Task to complete:
Your answer should hold only the lines from the start of the data below through the line with "const shape = rows", copied exactly, with pictures left out.

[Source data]
┌────────

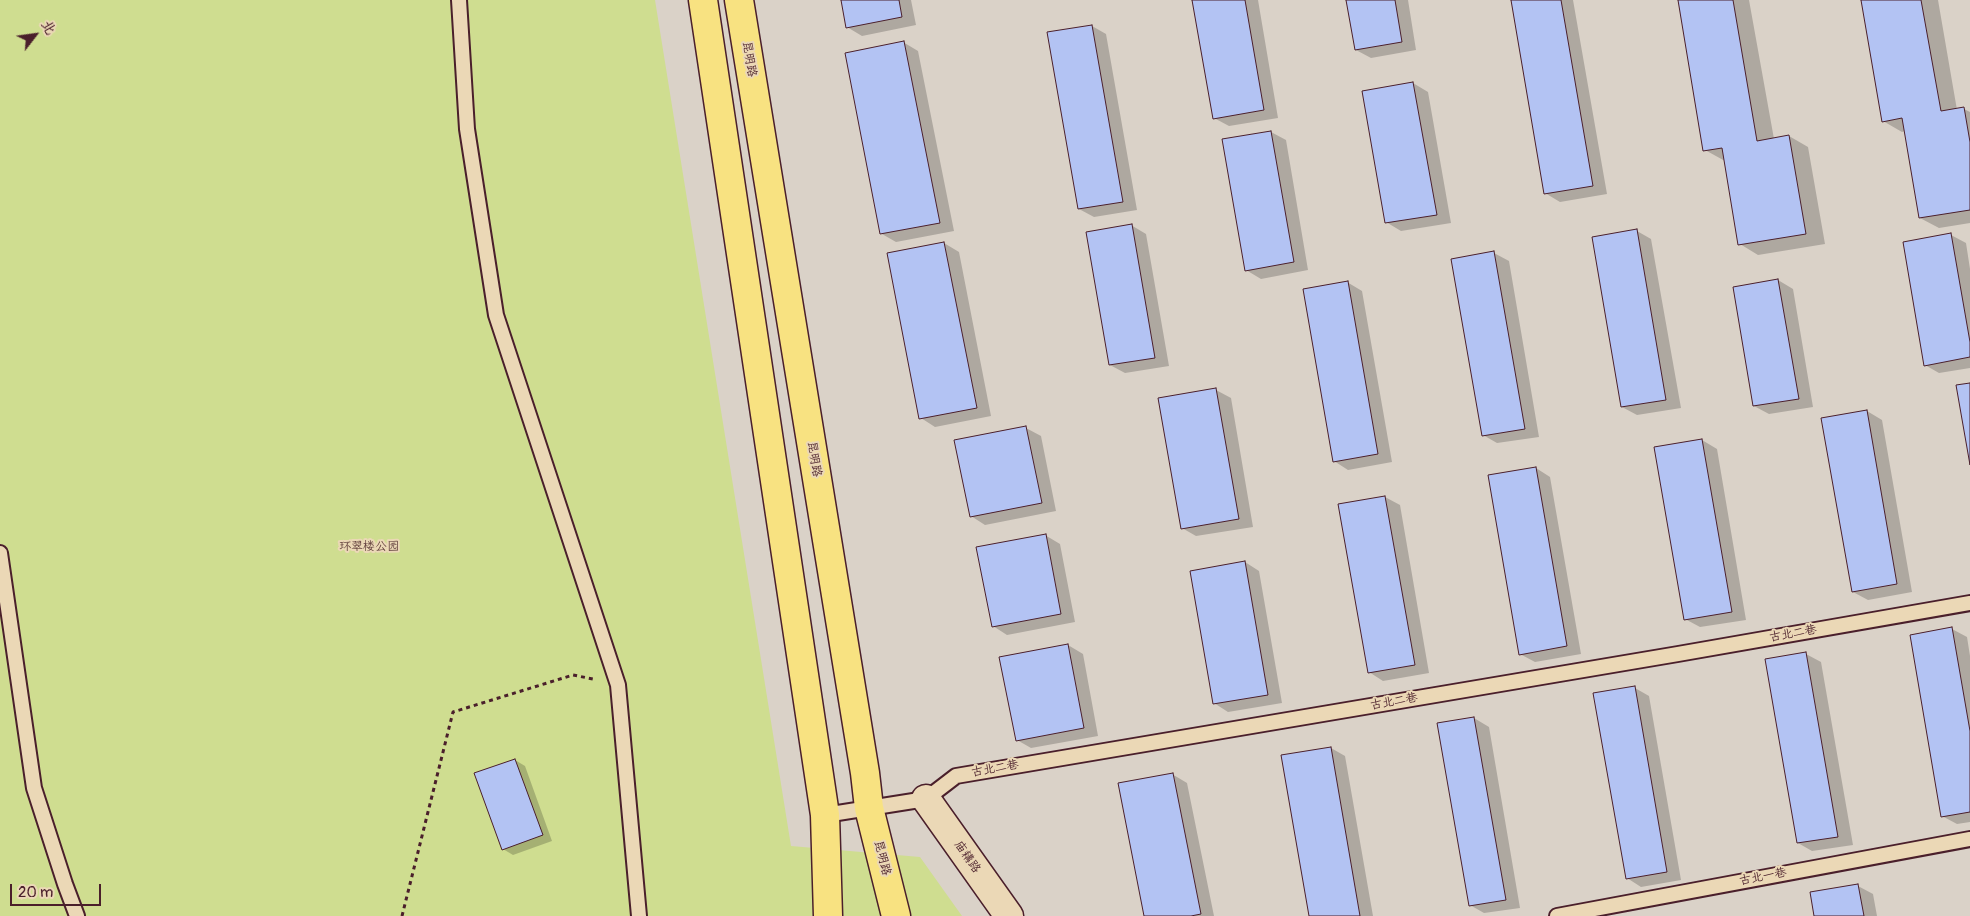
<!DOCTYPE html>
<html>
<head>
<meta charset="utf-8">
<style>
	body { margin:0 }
	#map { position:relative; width:1970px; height:916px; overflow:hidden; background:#dad2c8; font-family:Pangolin,"LXGW WenKai TC",sans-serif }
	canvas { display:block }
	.north { position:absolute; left:10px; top:10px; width:50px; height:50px; -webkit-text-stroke:4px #ebd8b6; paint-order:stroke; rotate:60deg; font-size:14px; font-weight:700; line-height:20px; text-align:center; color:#4a1f2b }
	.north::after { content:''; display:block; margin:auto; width:18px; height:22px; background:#4a1f2b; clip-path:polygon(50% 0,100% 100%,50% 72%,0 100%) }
	.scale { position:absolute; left:10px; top:884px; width:91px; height:22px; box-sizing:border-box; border:2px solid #4a1f2b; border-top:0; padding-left:6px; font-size:15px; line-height:18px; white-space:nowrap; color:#4a1f2b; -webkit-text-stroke:4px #ebd8b6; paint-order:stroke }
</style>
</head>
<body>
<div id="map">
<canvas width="1970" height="916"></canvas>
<div class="north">北</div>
<div class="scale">20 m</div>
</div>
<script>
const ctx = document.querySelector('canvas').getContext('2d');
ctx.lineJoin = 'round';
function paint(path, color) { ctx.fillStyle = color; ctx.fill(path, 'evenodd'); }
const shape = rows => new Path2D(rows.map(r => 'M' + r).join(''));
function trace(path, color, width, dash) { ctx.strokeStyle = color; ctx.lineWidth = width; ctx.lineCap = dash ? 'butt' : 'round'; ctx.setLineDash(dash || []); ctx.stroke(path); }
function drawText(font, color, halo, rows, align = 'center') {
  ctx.font = font + ' Pangolin,"LXGW WenKai TC",sans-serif'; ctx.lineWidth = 4; ctx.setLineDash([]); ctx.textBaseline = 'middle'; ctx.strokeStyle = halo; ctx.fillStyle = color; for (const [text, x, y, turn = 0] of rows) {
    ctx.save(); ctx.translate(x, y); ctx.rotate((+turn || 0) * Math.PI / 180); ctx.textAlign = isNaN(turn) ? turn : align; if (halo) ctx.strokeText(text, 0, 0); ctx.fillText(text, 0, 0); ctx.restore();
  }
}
paint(shape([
	[0,0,655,0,791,846,920,857,962,916,0,916]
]), '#cfdd90');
paint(shape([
	[842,0,911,0,916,25,862,36,847,27],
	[1193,0,1258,0,1278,118,1229,126,1214,118],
	[1348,0,1408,0,1416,50,1371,58,1356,50],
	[1512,0,1573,0,1607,194,1560,202,1545,193],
	[1679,0,1749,0,1774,139,1789,136,1808,147,1825,244,1758,255,1740,244,1725,161,1705,150],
	[1862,0,1938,0,1957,110,1964,109,1970,112,1970,223,1939,228,1920,218,1905,131,1902,132,1883,121],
	[1092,26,1106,34,1137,210,1094,217,1079,209],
	[903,42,918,51,954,231,896,242,882,234],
	[1413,83,1428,92,1451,223,1401,231,1386,222],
	[1271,132,1286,140,1308,270,1261,279,1246,270],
	[1131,225,1146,234,1169,366,1125,373,1110,365],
	[1637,231,1651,239,1681,408,1637,415,1622,407],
	[1951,235,1966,243,1970,269,1970,368,1939,373,1925,365],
	[944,243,959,252,991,416,935,427,921,418,888,254],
	[1494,253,1509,261,1539,437,1497,443,1483,435],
	[1778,280,1793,289,1813,407,1769,414,1754,406],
	[1347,282,1362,291,1392,462,1348,470,1334,461],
	[1216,390,1231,398,1253,527,1196,536,1182,528],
	[1867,411,1882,420,1912,592,1868,600,1853,592],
	[1026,428,1041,436,1056,511,985,525,971,516],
	[1702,440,1717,449,1746,620,1700,627,1685,619],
	[1536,468,1550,477,1581,654,1535,662,1520,654],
	[1385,497,1400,505,1429,673,1383,681,1369,672],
	[1045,535,1060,544,1075,622,1007,635,993,626],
	[1245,562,1259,571,1282,703,1228,712,1214,703],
	[1952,629,1967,637,1970,656,1970,822,1957,824,1942,816],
	[1068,645,1083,654,1098,736,1031,748,1017,740],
	[1806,654,1821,662,1853,845,1812,851,1798,843],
	[1635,688,1649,696,1681,880,1641,887,1627,878],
	[1474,718,1489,727,1520,908,1484,913,1470,905],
	[1331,748,1345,756,1373,916,1310,916],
	[515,760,525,766,552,841,513,855,503,849],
	[1172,774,1187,783,1214,916,1145,916],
	[1858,886,1873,894,1877,916,1816,916]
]), '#0003');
const building = shape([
	[841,0,899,0,902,17,846,28,841,0],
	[1192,0,1245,0,1264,110,1213,119,1192,0],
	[1346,0,1395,0,1402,42,1355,50,1346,0],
	[1511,0,1561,0,1593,186,1544,194,1511,0],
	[1678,0,1733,0,1757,141,1789,135,1806,234,1738,245,1722,148,1703,151,1678,0],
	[1861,0,1921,0,1941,111,1964,107,1970,142,1970,210,1919,218,1902,118,1882,122,1861,0],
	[1092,25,1123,202,1078,209,1047,32,1092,25],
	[904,41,940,223,880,234,845,53,904,41],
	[1413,82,1437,215,1385,223,1362,91,1413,82],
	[1271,131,1294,262,1245,271,1222,139,1271,131],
	[1132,224,1155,358,1109,365,1086,232,1132,224],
	[1637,229,1666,400,1621,407,1592,237,1637,229],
	[1951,233,1970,342,1970,357,1924,366,1903,242,1951,233],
	[944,242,977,408,919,419,887,253,944,242],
	[1494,251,1525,429,1482,436,1451,259,1494,251],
	[1778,279,1799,399,1753,406,1733,287,1778,279],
	[1348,281,1378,454,1333,462,1303,289,1348,281],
	[1970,383,1970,465,1956,385,1970,383],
	[1216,388,1239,519,1181,529,1158,398,1216,388],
	[1867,410,1897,584,1852,592,1821,418,1867,410],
	[1026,426,1042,503,970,517,954,440,1026,426],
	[1702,439,1732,612,1684,620,1654,447,1702,439],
	[1536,467,1567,646,1519,655,1488,475,1536,467],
	[1385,496,1415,665,1368,673,1338,504,1385,496],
	[1046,534,1061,614,992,627,976,547,1046,534],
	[1245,561,1268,695,1213,704,1190,571,1245,561],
	[1952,627,1970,731,1970,812,1941,817,1910,635,1952,627],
	[1068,644,1084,728,1016,741,999,657,1068,644],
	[1806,652,1838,837,1797,843,1765,659,1806,652],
	[1635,686,1667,872,1626,879,1593,693,1635,686],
	[1474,717,1506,900,1469,906,1437,723,1474,717],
	[1331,747,1360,916,1309,916,1281,755,1331,747],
	[515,759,543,835,502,850,474,773,515,759],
	[1173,773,1201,914,1191,916,1144,916,1118,783,1173,773],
	[1858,884,1864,916,1814,916,1810,892,1858,884]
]);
paint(building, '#b3c3f3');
trace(building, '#4a1f2b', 1);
const service = shape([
	[459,0,467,129,496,315,618,685,639,916],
	[0,553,34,788,65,884,77,916],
	[825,815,926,799,956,776,1678,654,1970,603],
	[1557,916,1970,839]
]);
const tertiary = shape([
	[926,799,1009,916]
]);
const primary = shape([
	[703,0,825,815,828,916],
	[739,0,865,773,869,808,896,916]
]);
trace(service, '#4a1f2b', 18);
trace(tertiary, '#4a1f2b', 31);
trace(primary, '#4a1f2b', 31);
trace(shape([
	[402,916,453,712,573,675,593,679]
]), '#4a1f2b', 3, [4, 4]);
trace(service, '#ebd8b6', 14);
trace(tertiary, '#ebd8b6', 28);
trace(primary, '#f8e281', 28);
drawText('12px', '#4a1f2b', '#ebd8b6', [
	["昆明路",749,59,81],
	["昆明路",814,459,81],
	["古北二巷",1793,634,-10],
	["古北二巷",1394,702,-10],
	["古北二巷",995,769,-10],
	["庙耩路",967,857,55],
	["昆明路",882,858,76],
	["古北一巷",1763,877,-11]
]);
drawText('12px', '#5e3c3a', '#ebd8b6', [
	["环翠楼公园",369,547]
]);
</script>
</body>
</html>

└────────

Task solution:
<!DOCTYPE html>
<html>
<head>
<meta charset="utf-8">
<style>
	body { margin:0 }
	#map { position:relative; width:1970px; height:916px; overflow:hidden; background:#dad2c8; font-family:Pangolin,"LXGW WenKai TC",sans-serif }
	canvas { display:block }
	.north { position:absolute; left:10px; top:10px; width:50px; height:50px; -webkit-text-stroke:4px #ebd8b6; paint-order:stroke; rotate:60deg; font-size:14px; font-weight:700; line-height:20px; text-align:center; color:#4a1f2b }
	.north::after { content:''; display:block; margin:auto; width:18px; height:22px; background:#4a1f2b; clip-path:polygon(50% 0,100% 100%,50% 72%,0 100%) }
	.scale { position:absolute; left:10px; top:884px; width:91px; height:22px; box-sizing:border-box; border:2px solid #4a1f2b; border-top:0; padding-left:6px; font-size:15px; line-height:18px; white-space:nowrap; color:#4a1f2b; -webkit-text-stroke:4px #ebd8b6; paint-order:stroke }
</style>
</head>
<body>
<div id="map">
<canvas width="1970" height="916"></canvas>
<div class="north">北</div>
<div class="scale">20 m</div>
</div>
<script>
const ctx = document.querySelector('canvas').getContext('2d');
ctx.lineJoin = 'round';
function paint(path, color) { ctx.fillStyle = color; ctx.fill(path, 'evenodd'); }
const shape = rows => new Path2D(rows.map(r => 'M' + r).join(''));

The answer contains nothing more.